(Beginning of Material for this exercise)

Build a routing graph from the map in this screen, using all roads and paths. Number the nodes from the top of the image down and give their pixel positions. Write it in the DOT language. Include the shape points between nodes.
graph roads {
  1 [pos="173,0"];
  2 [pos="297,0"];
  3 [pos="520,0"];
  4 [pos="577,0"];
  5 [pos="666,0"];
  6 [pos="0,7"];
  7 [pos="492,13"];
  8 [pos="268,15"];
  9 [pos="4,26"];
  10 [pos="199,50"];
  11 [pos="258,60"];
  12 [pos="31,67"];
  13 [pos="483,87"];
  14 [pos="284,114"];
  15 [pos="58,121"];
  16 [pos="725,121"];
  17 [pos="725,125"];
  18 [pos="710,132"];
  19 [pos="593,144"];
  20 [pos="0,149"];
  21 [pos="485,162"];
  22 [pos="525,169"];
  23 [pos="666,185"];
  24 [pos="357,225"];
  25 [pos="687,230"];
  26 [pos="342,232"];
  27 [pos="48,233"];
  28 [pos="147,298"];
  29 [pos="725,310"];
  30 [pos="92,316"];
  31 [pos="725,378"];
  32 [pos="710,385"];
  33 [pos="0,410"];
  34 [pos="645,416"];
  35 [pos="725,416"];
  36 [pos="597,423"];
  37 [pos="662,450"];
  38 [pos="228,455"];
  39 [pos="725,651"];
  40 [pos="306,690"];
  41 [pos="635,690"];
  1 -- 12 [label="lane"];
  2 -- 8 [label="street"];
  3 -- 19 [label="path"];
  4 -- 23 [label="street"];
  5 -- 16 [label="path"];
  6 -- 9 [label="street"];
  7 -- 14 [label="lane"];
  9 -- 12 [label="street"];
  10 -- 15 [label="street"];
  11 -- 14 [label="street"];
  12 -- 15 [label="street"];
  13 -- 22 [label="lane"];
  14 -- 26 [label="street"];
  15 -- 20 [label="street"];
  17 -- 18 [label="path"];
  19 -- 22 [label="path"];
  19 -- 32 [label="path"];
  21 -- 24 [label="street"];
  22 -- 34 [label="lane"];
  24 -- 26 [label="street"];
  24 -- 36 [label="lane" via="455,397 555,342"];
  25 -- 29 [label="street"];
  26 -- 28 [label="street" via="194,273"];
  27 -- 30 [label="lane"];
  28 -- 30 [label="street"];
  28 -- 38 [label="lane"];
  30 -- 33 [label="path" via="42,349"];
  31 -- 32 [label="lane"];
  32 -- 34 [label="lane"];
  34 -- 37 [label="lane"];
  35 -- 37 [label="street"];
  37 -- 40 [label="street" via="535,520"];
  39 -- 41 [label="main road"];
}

(End of Material for this exercise)

Output each entry precisely as given.

Build a routing graph from the map in this screen, using all roads and paths. Number the nodes from the top of the image down and give their pixel positions. Write it in the DOT language. Include the shape points between nodes.
graph roads {
  1 [pos="173,0"];
  2 [pos="297,0"];
  3 [pos="520,0"];
  4 [pos="577,0"];
  5 [pos="666,0"];
  6 [pos="0,7"];
  7 [pos="492,13"];
  8 [pos="268,15"];
  9 [pos="4,26"];
  10 [pos="199,50"];
  11 [pos="258,60"];
  12 [pos="31,67"];
  13 [pos="483,87"];
  14 [pos="284,114"];
  15 [pos="58,121"];
  16 [pos="725,121"];
  17 [pos="725,125"];
  18 [pos="710,132"];
  19 [pos="593,144"];
  20 [pos="0,149"];
  21 [pos="485,162"];
  22 [pos="525,169"];
  23 [pos="666,185"];
  24 [pos="357,225"];
  25 [pos="687,230"];
  26 [pos="342,232"];
  27 [pos="48,233"];
  28 [pos="147,298"];
  29 [pos="725,310"];
  30 [pos="92,316"];
  31 [pos="725,378"];
  32 [pos="710,385"];
  33 [pos="0,410"];
  34 [pos="645,416"];
  35 [pos="725,416"];
  36 [pos="597,423"];
  37 [pos="662,450"];
  38 [pos="228,455"];
  39 [pos="725,651"];
  40 [pos="306,690"];
  41 [pos="635,690"];
  1 -- 12 [label="lane"];
  2 -- 8 [label="street"];
  3 -- 19 [label="path"];
  4 -- 23 [label="street"];
  5 -- 16 [label="path"];
  6 -- 9 [label="street"];
  7 -- 14 [label="lane"];
  9 -- 12 [label="street"];
  10 -- 15 [label="street"];
  11 -- 14 [label="street"];
  12 -- 15 [label="street"];
  13 -- 22 [label="lane"];
  14 -- 26 [label="street"];
  15 -- 20 [label="street"];
  17 -- 18 [label="path"];
  19 -- 22 [label="path"];
  19 -- 32 [label="path"];
  21 -- 24 [label="street"];
  22 -- 34 [label="lane"];
  24 -- 26 [label="street"];
  24 -- 36 [label="lane" via="455,397 555,342"];
  25 -- 29 [label="street"];
  26 -- 28 [label="street" via="194,273"];
  27 -- 30 [label="lane"];
  28 -- 30 [label="street"];
  28 -- 38 [label="lane"];
  30 -- 33 [label="path" via="42,349"];
  31 -- 32 [label="lane"];
  32 -- 34 [label="lane"];
  34 -- 37 [label="lane"];
  35 -- 37 [label="street"];
  37 -- 40 [label="street" via="535,520"];
  39 -- 41 [label="main road"];
}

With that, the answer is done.